• **What to do**:
Return, from the listing that follows, each line containing the word "every".

• **Record excerpts**:
=== Begin Enclosure ===

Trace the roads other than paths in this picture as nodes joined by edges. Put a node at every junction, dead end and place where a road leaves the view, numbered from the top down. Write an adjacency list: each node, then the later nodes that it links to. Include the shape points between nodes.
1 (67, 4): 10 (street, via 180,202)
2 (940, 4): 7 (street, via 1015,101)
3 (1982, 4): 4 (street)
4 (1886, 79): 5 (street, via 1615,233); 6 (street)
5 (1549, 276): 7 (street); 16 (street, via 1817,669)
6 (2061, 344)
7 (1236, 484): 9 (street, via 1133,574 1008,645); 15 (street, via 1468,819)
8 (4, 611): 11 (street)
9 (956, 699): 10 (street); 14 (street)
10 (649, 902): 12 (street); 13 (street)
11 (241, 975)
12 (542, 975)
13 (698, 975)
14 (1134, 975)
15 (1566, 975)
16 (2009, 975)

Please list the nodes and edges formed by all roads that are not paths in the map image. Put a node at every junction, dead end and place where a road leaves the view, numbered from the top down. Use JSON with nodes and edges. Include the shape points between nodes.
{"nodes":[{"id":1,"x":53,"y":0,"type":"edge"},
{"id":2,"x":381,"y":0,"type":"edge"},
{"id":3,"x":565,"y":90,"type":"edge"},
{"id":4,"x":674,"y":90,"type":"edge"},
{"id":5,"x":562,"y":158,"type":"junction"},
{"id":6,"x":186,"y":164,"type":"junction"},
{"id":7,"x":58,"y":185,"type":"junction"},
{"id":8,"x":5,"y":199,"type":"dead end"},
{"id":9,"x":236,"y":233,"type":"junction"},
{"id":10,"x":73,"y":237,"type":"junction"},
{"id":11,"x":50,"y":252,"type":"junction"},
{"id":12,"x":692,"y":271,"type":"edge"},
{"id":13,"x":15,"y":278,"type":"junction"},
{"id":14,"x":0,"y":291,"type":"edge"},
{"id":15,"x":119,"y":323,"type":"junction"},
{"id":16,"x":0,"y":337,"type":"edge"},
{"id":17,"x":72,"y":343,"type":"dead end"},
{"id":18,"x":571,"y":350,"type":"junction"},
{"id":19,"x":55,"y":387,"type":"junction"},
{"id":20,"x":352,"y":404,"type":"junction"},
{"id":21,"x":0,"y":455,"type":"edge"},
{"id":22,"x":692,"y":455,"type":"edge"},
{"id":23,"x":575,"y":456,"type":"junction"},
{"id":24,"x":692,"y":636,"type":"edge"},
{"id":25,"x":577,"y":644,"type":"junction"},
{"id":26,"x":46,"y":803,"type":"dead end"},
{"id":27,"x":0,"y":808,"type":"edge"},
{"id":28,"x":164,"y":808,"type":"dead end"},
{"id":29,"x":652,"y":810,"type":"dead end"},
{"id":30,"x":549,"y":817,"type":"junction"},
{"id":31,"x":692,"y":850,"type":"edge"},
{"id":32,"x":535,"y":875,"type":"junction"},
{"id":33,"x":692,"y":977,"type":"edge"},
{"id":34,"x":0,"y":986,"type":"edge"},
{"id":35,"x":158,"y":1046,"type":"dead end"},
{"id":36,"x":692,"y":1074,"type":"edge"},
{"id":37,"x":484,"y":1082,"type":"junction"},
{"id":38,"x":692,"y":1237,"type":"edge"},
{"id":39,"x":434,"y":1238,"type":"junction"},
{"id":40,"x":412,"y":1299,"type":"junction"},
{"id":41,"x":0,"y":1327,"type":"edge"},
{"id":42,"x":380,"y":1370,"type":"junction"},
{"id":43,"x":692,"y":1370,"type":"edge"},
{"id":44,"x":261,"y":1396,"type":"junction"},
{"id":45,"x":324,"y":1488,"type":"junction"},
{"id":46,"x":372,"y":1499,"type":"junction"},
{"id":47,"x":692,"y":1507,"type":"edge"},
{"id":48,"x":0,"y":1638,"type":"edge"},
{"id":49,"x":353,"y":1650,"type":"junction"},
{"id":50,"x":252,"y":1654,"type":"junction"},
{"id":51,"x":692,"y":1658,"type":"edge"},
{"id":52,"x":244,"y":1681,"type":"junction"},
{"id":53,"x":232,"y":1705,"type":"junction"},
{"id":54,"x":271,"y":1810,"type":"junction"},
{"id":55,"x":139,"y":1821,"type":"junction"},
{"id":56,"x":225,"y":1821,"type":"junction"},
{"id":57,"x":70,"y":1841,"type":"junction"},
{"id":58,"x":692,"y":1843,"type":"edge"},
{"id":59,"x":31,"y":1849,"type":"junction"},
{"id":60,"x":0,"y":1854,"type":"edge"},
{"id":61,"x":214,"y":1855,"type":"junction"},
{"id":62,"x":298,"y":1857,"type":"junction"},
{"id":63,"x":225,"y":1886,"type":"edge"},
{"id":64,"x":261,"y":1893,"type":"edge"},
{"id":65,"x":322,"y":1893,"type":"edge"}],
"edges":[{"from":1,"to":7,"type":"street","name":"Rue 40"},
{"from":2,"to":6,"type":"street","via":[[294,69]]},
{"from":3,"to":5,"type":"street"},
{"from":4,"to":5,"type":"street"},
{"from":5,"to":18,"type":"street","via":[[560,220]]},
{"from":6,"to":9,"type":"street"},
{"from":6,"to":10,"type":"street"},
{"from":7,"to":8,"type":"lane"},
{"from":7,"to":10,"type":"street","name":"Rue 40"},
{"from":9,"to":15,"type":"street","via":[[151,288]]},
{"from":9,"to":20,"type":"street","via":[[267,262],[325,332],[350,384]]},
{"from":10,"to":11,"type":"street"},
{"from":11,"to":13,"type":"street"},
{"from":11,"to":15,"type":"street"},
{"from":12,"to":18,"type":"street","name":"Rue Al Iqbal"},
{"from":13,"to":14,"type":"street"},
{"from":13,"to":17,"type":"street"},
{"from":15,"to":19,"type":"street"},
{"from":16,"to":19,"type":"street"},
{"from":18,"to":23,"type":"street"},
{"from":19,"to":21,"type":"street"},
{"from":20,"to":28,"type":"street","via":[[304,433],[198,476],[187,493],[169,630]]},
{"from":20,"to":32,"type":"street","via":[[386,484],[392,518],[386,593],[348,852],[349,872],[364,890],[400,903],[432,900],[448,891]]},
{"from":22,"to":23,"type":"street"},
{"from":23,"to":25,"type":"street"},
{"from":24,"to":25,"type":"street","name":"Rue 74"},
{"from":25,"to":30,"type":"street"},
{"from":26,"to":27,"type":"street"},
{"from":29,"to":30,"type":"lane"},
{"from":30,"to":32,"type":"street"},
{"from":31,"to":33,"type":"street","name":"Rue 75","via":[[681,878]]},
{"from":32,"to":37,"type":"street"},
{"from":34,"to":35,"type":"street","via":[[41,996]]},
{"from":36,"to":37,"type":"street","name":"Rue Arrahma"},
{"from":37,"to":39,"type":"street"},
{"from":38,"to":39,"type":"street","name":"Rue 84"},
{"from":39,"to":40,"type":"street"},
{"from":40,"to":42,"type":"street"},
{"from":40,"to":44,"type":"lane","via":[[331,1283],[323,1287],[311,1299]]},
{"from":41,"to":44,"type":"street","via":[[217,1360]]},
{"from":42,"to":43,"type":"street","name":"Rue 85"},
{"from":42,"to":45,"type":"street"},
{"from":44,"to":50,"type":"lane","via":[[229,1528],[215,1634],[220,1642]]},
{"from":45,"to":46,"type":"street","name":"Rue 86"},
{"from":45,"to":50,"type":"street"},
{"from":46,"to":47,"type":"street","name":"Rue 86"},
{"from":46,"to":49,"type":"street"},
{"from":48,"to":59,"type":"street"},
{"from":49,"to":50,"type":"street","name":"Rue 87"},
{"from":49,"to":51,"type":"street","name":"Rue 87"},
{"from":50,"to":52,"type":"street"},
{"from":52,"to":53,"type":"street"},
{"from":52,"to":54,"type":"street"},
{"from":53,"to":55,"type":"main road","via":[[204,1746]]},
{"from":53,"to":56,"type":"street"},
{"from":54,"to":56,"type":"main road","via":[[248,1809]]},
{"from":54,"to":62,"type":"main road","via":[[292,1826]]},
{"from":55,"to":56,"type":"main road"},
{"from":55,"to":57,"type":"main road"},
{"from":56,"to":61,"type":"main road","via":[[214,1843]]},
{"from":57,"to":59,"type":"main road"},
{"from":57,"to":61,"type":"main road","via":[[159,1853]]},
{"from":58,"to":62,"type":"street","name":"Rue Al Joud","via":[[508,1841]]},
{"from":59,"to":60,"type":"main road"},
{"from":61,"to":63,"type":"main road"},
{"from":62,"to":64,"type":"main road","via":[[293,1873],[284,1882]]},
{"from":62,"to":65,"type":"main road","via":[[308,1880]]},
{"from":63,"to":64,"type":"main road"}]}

=== End Enclosure ===

• **Answer box**:
Trace the roads other than paths in this picture as nodes joined by edges. Put a node at every junction, dead end and place where a road leaves the view, numbered from the top down. Write an adjacency list: each node, then the later nodes that it links to. Include the shape points between nodes.
Please list the nodes and edges formed by all roads that are not paths in the map image. Put a node at every junction, dead end and place where a road leaves the view, numbered from the top down. Use JSON with nodes and edges. Include the shape points between nodes.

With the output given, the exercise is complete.